(Saved entries)
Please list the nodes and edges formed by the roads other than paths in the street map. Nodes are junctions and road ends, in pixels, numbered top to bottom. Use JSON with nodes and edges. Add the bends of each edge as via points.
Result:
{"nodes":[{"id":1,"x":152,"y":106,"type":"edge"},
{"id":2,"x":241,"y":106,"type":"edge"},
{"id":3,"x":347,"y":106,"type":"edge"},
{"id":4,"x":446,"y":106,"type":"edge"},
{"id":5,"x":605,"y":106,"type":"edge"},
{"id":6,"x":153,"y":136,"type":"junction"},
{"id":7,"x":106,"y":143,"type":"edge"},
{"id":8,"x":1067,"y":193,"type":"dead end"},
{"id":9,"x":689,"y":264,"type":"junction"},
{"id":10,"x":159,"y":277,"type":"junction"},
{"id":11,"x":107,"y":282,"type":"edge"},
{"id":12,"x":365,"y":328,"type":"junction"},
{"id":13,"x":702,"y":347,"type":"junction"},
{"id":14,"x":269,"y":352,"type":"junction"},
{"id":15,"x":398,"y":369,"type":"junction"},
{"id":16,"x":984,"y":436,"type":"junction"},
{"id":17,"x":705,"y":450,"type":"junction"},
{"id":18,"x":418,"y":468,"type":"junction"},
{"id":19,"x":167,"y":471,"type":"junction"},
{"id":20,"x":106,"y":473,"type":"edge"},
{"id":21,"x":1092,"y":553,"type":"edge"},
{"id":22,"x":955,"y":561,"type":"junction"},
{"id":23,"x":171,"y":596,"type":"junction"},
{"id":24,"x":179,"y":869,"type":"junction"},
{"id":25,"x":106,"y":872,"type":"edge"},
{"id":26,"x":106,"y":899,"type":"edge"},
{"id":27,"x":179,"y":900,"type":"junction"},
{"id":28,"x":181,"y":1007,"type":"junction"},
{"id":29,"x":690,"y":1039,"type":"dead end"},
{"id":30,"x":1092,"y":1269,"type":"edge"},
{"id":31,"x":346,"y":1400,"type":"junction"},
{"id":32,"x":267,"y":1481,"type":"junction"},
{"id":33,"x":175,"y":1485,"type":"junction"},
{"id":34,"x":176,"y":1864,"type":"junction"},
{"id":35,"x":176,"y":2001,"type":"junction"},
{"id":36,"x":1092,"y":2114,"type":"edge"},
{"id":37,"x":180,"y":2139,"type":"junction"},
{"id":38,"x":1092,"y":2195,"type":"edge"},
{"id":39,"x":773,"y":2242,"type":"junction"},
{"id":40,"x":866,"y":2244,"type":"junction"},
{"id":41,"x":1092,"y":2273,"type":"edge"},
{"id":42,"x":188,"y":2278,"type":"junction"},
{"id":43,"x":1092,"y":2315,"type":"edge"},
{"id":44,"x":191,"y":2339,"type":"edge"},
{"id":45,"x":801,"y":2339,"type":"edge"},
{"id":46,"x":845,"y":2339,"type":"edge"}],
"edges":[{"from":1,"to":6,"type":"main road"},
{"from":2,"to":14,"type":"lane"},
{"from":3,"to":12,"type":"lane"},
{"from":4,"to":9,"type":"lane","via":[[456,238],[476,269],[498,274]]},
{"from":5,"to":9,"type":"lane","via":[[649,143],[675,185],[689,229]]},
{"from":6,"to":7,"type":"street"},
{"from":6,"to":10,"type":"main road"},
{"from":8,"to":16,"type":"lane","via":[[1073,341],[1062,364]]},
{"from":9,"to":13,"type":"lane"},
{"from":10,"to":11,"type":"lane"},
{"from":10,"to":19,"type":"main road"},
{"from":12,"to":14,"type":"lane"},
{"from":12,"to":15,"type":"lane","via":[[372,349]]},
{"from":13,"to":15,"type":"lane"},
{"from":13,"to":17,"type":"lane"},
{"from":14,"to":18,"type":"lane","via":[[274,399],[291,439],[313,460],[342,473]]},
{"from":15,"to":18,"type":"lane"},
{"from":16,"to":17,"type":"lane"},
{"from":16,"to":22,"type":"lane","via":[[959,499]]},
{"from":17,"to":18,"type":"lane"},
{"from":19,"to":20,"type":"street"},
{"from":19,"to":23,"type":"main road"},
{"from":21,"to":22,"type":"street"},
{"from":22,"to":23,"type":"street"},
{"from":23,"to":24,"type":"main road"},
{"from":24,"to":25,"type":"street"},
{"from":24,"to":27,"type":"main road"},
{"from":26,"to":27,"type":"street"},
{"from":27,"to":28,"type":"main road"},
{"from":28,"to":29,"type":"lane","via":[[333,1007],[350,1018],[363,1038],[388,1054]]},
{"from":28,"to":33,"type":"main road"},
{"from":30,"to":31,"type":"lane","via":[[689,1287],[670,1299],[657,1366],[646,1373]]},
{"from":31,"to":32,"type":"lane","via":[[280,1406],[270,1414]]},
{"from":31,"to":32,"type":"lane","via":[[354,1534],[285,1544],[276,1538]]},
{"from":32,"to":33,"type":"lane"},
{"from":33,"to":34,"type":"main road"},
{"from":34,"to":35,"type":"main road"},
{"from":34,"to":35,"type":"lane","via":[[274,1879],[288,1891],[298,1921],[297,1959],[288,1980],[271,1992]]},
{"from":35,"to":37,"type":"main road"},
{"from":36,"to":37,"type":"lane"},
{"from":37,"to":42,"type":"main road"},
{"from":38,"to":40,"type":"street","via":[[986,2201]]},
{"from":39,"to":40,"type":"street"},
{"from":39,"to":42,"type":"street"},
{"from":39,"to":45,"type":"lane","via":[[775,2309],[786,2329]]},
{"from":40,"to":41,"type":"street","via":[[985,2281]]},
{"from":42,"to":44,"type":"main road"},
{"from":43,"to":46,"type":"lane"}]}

> _DIRECTIONS FOR THIS TASK_:
Transcribe the records above exactly as they appear.

> _FINAL ANSWER_:
Please list the nodes and edges formed by the roads other than paths in the street map. Nodes are junctions and road ends, in pixels, numbered top to bottom. Use JSON with nodes and edges. Add the bends of each edge as via points.
Result:
{"nodes":[{"id":1,"x":152,"y":106,"type":"edge"},
{"id":2,"x":241,"y":106,"type":"edge"},
{"id":3,"x":347,"y":106,"type":"edge"},
{"id":4,"x":446,"y":106,"type":"edge"},
{"id":5,"x":605,"y":106,"type":"edge"},
{"id":6,"x":153,"y":136,"type":"junction"},
{"id":7,"x":106,"y":143,"type":"edge"},
{"id":8,"x":1067,"y":193,"type":"dead end"},
{"id":9,"x":689,"y":264,"type":"junction"},
{"id":10,"x":159,"y":277,"type":"junction"},
{"id":11,"x":107,"y":282,"type":"edge"},
{"id":12,"x":365,"y":328,"type":"junction"},
{"id":13,"x":702,"y":347,"type":"junction"},
{"id":14,"x":269,"y":352,"type":"junction"},
{"id":15,"x":398,"y":369,"type":"junction"},
{"id":16,"x":984,"y":436,"type":"junction"},
{"id":17,"x":705,"y":450,"type":"junction"},
{"id":18,"x":418,"y":468,"type":"junction"},
{"id":19,"x":167,"y":471,"type":"junction"},
{"id":20,"x":106,"y":473,"type":"edge"},
{"id":21,"x":1092,"y":553,"type":"edge"},
{"id":22,"x":955,"y":561,"type":"junction"},
{"id":23,"x":171,"y":596,"type":"junction"},
{"id":24,"x":179,"y":869,"type":"junction"},
{"id":25,"x":106,"y":872,"type":"edge"},
{"id":26,"x":106,"y":899,"type":"edge"},
{"id":27,"x":179,"y":900,"type":"junction"},
{"id":28,"x":181,"y":1007,"type":"junction"},
{"id":29,"x":690,"y":1039,"type":"dead end"},
{"id":30,"x":1092,"y":1269,"type":"edge"},
{"id":31,"x":346,"y":1400,"type":"junction"},
{"id":32,"x":267,"y":1481,"type":"junction"},
{"id":33,"x":175,"y":1485,"type":"junction"},
{"id":34,"x":176,"y":1864,"type":"junction"},
{"id":35,"x":176,"y":2001,"type":"junction"},
{"id":36,"x":1092,"y":2114,"type":"edge"},
{"id":37,"x":180,"y":2139,"type":"junction"},
{"id":38,"x":1092,"y":2195,"type":"edge"},
{"id":39,"x":773,"y":2242,"type":"junction"},
{"id":40,"x":866,"y":2244,"type":"junction"},
{"id":41,"x":1092,"y":2273,"type":"edge"},
{"id":42,"x":188,"y":2278,"type":"junction"},
{"id":43,"x":1092,"y":2315,"type":"edge"},
{"id":44,"x":191,"y":2339,"type":"edge"},
{"id":45,"x":801,"y":2339,"type":"edge"},
{"id":46,"x":845,"y":2339,"type":"edge"}],
"edges":[{"from":1,"to":6,"type":"main road"},
{"from":2,"to":14,"type":"lane"},
{"from":3,"to":12,"type":"lane"},
{"from":4,"to":9,"type":"lane","via":[[456,238],[476,269],[498,274]]},
{"from":5,"to":9,"type":"lane","via":[[649,143],[675,185],[689,229]]},
{"from":6,"to":7,"type":"street"},
{"from":6,"to":10,"type":"main road"},
{"from":8,"to":16,"type":"lane","via":[[1073,341],[1062,364]]},
{"from":9,"to":13,"type":"lane"},
{"from":10,"to":11,"type":"lane"},
{"from":10,"to":19,"type":"main road"},
{"from":12,"to":14,"type":"lane"},
{"from":12,"to":15,"type":"lane","via":[[372,349]]},
{"from":13,"to":15,"type":"lane"},
{"from":13,"to":17,"type":"lane"},
{"from":14,"to":18,"type":"lane","via":[[274,399],[291,439],[313,460],[342,473]]},
{"from":15,"to":18,"type":"lane"},
{"from":16,"to":17,"type":"lane"},
{"from":16,"to":22,"type":"lane","via":[[959,499]]},
{"from":17,"to":18,"type":"lane"},
{"from":19,"to":20,"type":"street"},
{"from":19,"to":23,"type":"main road"},
{"from":21,"to":22,"type":"street"},
{"from":22,"to":23,"type":"street"},
{"from":23,"to":24,"type":"main road"},
{"from":24,"to":25,"type":"street"},
{"from":24,"to":27,"type":"main road"},
{"from":26,"to":27,"type":"street"},
{"from":27,"to":28,"type":"main road"},
{"from":28,"to":29,"type":"lane","via":[[333,1007],[350,1018],[363,1038],[388,1054]]},
{"from":28,"to":33,"type":"main road"},
{"from":30,"to":31,"type":"lane","via":[[689,1287],[670,1299],[657,1366],[646,1373]]},
{"from":31,"to":32,"type":"lane","via":[[280,1406],[270,1414]]},
{"from":31,"to":32,"type":"lane","via":[[354,1534],[285,1544],[276,1538]]},
{"from":32,"to":33,"type":"lane"},
{"from":33,"to":34,"type":"main road"},
{"from":34,"to":35,"type":"main road"},
{"from":34,"to":35,"type":"lane","via":[[274,1879],[288,1891],[298,1921],[297,1959],[288,1980],[271,1992]]},
{"from":35,"to":37,"type":"main road"},
{"from":36,"to":37,"type":"lane"},
{"from":37,"to":42,"type":"main road"},
{"from":38,"to":40,"type":"street","via":[[986,2201]]},
{"from":39,"to":40,"type":"street"},
{"from":39,"to":42,"type":"street"},
{"from":39,"to":45,"type":"lane","via":[[775,2309],[786,2329]]},
{"from":40,"to":41,"type":"street","via":[[985,2281]]},
{"from":42,"to":44,"type":"main road"},
{"from":43,"to":46,"type":"lane"}]}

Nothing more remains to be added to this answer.